You can chain sed-commands with ";":

 echo -n 欢迎 | xxd -p -u | sed 's/.\{2\}/&\\x/g;s/^\(.\{0\}\)/\1\\x/' | sed -r 's/(.*)\\x/\1 /'
\xE6\xAC\xA2\xE8\xBF\x8E 

Since you use sed and sed -r interchangingly, you have to modify the second, remaining sed call, to combine the remaining ones:

echo -n 欢迎 | xxd -p -u | sed 's/.\{2\}/&\\x/g;s/^\(.\{0\}\)/\1\\x/;s/\(.*\)\\x/\1 /'

Having a second look at it, what the output of xxd is without sed, I observed, the solution is much more easy:

echo -n 欢迎 | xxd -p -u | sed -r 's/(..)/\\x\1/g'

Your initial approach appended \x to 2 characters, but you can preceed it your pairs. However chaining multiple sed commands might still be a useful thing to know.

user unknown
  • 35,537
  • 11
  • 75
  • 121
0

From an efficiency standpoint, about the best option I could come up with would be to replace xdd, 3-pipes, and 3 calls to sed with od and 2 bash parameter expansions. (there may be more efficient ways, but this was what came to mind)

For example, you could assign the result of command substitution $(printf "欢迎" | od -A none -t x1) to a variable which would contain ' e6 ac a2 e8 bf 8e'. Then it is simply a matter of converting to upper-case and then using a substring replacement of 'space' to '\x' (both provided by bash parameter expansions, e.g.

a=$(printf "欢迎" | od -A none -t x1); \
a=${a^^}; \
a=${a// /\\x}; \
echo $a
\xE6\xAC\xA2\xE8\xBF\x8E

(shown with line-continuations above, you can just copy/paste into your terminal to test)
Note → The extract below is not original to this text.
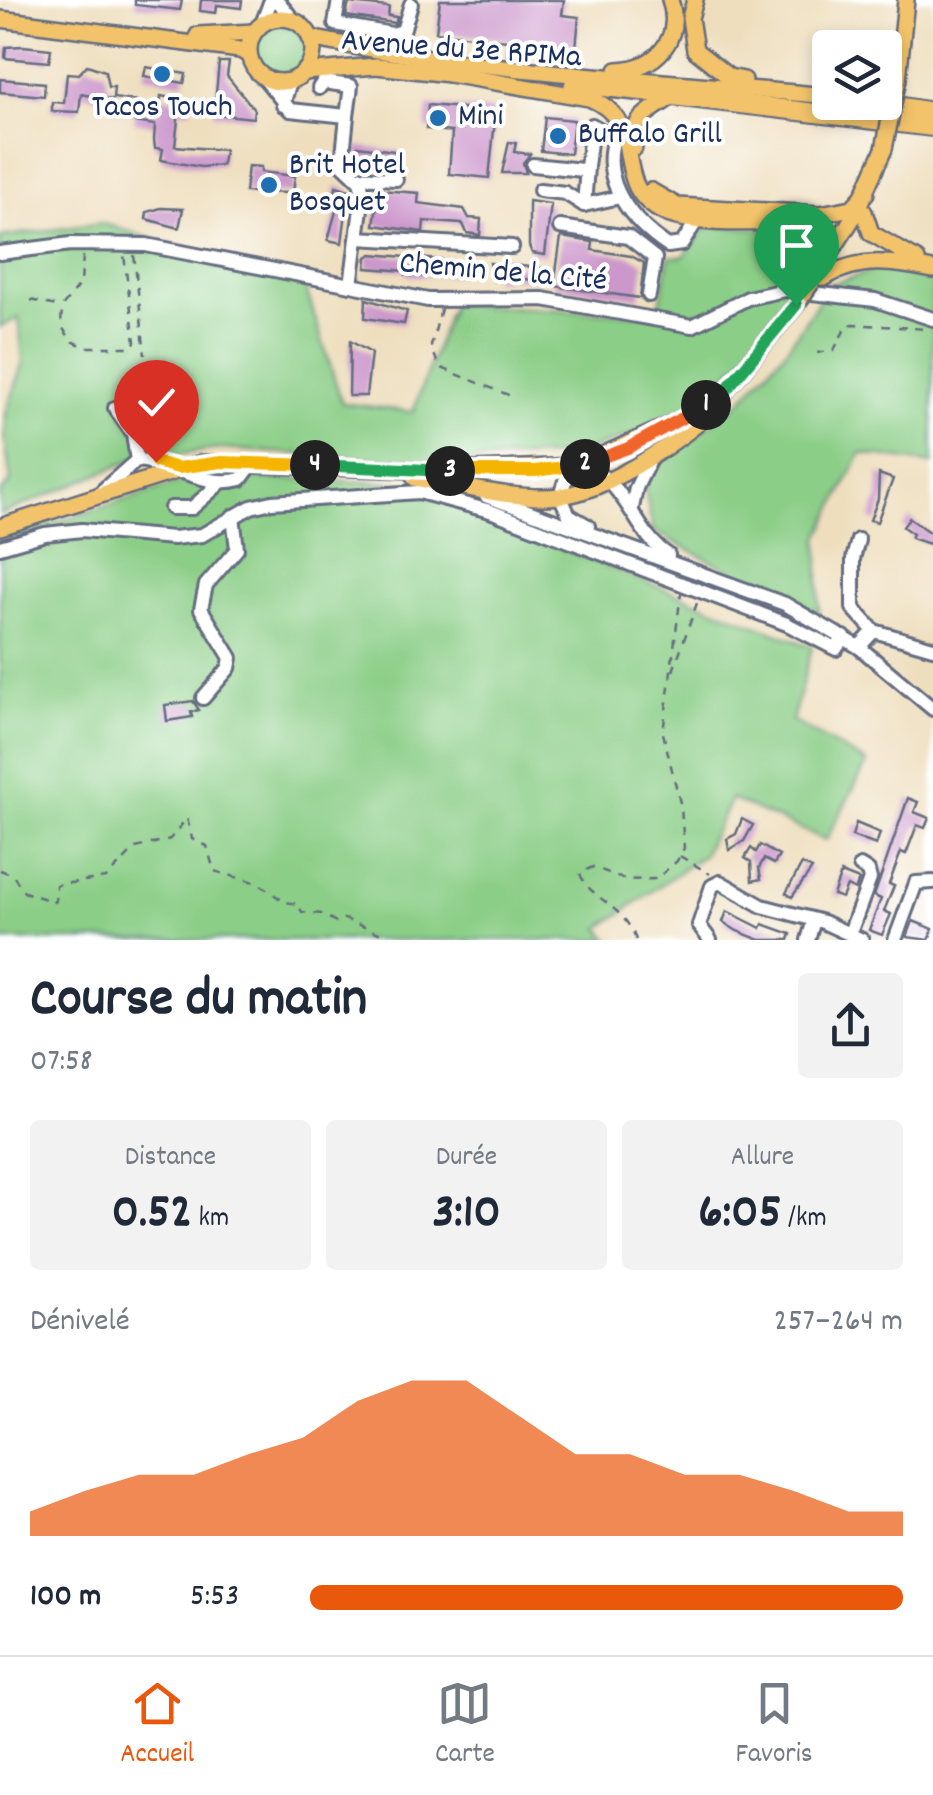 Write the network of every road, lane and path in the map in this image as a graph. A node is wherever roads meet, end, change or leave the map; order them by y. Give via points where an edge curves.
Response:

From Your Request in Comment for C

The code in C to output the upper-case hex bytes contained in your string is trivial, e.g.

#include <stdio.h>

int main (void) {

    char *s = "欢迎";

    while (*s)  /* output each byte in upper-case hex */
        printf ("\\x%hhX", ((unsigned char)*s++));
    putchar ('\n');

    return 0;
}

Example Use/Output

$ ./bin/str2hexbytes
\xE6\xAC\xA2\xE8\xBF\x8E

(note: you could use the exact-width types in stdint.h and the exact-width format specifiers provided in inttypes.h for a more formal solution, but it would accomplish the same thing. Similarly, you could use wide-character types, but virtually all modern compilers have no problem handling multibyte characters in an ordinary string or array of char)

David C. Rankin
  • 81,885
  • 6
  • 58
  • 85